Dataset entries
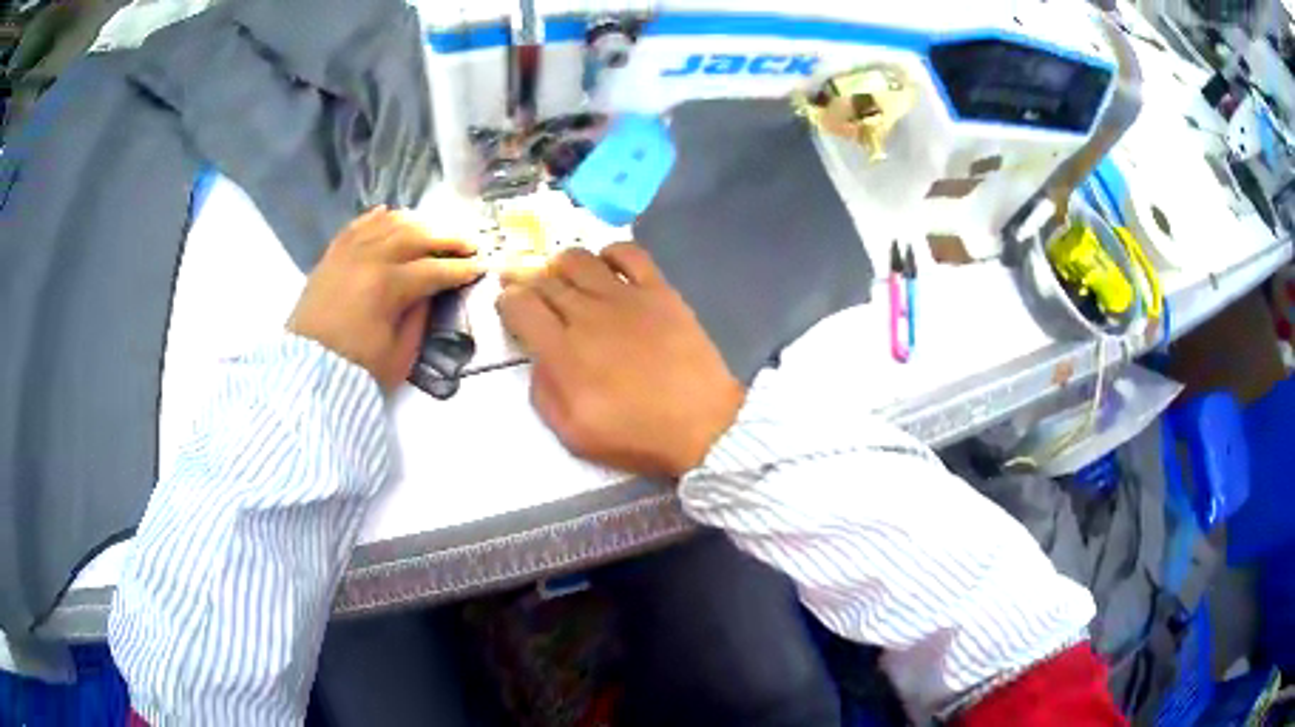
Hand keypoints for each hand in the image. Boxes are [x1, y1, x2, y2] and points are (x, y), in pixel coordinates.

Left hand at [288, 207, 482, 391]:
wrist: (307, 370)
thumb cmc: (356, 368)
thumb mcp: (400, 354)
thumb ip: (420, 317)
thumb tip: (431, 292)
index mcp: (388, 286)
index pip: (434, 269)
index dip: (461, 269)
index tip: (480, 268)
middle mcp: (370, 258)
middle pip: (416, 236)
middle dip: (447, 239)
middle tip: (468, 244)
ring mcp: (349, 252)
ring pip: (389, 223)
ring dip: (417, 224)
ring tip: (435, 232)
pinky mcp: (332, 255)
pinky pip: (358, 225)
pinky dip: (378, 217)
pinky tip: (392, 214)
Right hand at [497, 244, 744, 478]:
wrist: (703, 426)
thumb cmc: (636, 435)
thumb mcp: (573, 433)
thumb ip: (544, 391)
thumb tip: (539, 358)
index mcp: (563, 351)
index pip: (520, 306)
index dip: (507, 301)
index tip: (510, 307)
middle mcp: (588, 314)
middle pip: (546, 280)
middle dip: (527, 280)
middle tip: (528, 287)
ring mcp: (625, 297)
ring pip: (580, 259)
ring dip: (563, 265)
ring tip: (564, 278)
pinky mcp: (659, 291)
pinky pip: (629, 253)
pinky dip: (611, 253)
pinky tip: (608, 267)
==
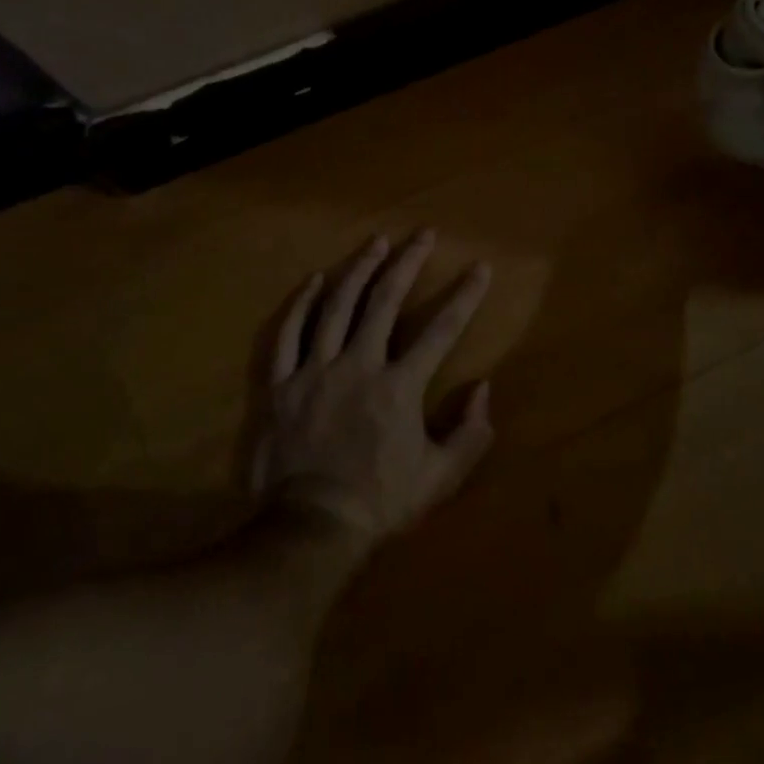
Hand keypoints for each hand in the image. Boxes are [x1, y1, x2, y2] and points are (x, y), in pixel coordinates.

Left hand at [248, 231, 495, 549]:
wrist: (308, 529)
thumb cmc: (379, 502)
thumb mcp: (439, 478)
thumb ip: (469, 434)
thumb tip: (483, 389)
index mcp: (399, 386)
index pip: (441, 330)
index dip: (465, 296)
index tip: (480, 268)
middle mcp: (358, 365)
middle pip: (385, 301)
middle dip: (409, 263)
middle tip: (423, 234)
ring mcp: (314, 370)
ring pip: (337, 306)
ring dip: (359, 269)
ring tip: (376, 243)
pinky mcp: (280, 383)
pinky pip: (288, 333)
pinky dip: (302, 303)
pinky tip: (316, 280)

◆ What this task involves
Look above for the line with "ring mcp: (625, 297)" and the line with "pinky tip: (608, 267)", and reproduce exactly those two lines plus every line between, nothing more.

◆ Solution below
ring mcp: (625, 297)
ring pip: (580, 259)
ring dip: (563, 265)
ring tip: (564, 278)
pinky mcp: (659, 291)
pinky pip: (629, 253)
pinky dip: (611, 253)
pinky tip: (608, 267)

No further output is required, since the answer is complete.